[[ Data excerpts open ]]
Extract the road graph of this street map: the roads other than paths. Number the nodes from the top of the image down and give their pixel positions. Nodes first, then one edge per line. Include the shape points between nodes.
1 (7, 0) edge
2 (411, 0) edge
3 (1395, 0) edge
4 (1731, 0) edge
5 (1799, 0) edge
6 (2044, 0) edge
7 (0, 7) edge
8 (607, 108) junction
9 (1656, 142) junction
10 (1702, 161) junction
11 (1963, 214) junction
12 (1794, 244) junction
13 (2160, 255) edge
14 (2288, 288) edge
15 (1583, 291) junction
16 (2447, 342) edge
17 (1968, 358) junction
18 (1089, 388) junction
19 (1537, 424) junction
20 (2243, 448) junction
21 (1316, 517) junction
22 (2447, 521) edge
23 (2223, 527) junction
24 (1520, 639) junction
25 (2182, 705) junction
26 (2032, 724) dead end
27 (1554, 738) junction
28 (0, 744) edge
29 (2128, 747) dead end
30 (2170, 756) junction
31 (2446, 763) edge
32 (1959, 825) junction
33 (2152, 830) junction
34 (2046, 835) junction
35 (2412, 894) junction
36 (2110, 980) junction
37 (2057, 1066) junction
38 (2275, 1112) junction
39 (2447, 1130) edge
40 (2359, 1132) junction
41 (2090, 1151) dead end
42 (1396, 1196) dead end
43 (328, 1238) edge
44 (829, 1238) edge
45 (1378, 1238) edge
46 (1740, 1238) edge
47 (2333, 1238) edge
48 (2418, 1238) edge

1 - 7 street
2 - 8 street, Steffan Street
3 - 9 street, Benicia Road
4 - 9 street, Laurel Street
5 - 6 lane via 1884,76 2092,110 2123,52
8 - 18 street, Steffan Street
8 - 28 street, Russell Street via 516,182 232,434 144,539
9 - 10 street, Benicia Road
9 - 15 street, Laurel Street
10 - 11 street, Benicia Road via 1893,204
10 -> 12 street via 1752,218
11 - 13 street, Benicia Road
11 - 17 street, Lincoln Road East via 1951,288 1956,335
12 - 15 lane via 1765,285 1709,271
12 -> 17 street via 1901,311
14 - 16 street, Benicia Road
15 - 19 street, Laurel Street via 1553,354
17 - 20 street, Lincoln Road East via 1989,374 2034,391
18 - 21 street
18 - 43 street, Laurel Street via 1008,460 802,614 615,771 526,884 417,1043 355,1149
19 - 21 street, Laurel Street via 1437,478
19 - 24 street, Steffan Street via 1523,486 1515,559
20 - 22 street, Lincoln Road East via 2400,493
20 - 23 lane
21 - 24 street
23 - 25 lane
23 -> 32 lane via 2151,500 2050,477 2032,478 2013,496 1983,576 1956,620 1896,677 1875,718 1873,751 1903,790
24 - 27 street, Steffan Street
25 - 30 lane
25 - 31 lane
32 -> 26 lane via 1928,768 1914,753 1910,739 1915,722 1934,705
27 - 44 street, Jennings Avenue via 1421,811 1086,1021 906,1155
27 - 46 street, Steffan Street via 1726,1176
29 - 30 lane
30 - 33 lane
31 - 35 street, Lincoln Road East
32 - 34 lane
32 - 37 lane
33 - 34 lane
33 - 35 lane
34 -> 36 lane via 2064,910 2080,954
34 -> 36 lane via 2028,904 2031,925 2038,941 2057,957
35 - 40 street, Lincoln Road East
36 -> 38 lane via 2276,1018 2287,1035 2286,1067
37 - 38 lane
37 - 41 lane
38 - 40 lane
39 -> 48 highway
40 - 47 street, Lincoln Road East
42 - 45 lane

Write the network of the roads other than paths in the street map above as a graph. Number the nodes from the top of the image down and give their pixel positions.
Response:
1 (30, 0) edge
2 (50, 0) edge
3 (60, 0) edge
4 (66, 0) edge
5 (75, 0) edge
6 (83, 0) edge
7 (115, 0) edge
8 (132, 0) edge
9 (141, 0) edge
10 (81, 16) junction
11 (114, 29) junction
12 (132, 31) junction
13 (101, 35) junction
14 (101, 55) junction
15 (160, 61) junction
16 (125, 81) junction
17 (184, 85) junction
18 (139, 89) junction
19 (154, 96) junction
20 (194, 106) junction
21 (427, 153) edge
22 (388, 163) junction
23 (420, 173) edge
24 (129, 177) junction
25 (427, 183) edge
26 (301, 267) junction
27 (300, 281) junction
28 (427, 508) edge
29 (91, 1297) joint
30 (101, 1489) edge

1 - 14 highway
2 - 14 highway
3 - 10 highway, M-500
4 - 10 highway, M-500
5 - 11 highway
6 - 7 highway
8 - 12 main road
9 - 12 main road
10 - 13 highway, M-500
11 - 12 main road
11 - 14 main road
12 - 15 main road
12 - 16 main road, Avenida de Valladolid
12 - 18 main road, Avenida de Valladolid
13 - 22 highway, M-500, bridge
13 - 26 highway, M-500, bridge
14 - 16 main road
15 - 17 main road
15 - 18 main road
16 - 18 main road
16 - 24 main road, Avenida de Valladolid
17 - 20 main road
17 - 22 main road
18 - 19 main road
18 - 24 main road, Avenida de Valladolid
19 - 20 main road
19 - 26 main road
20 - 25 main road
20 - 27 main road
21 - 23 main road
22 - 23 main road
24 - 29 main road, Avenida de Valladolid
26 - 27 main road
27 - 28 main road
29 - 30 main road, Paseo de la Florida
[[ Data excerpts closed ]]
- Description of the task: Check every line above for the string "image", and copy the ones that have it.

- Task result:
Extract the road graph of this street map: the roads other than paths. Number the nodes from the top of the image down and give their pixel positions. Nodes first, then one edge per line. Include the shape points between nodes.
Write the network of the roads other than paths in the street map above as a graph. Number the nodes from the top of the image down and give their pixel positions.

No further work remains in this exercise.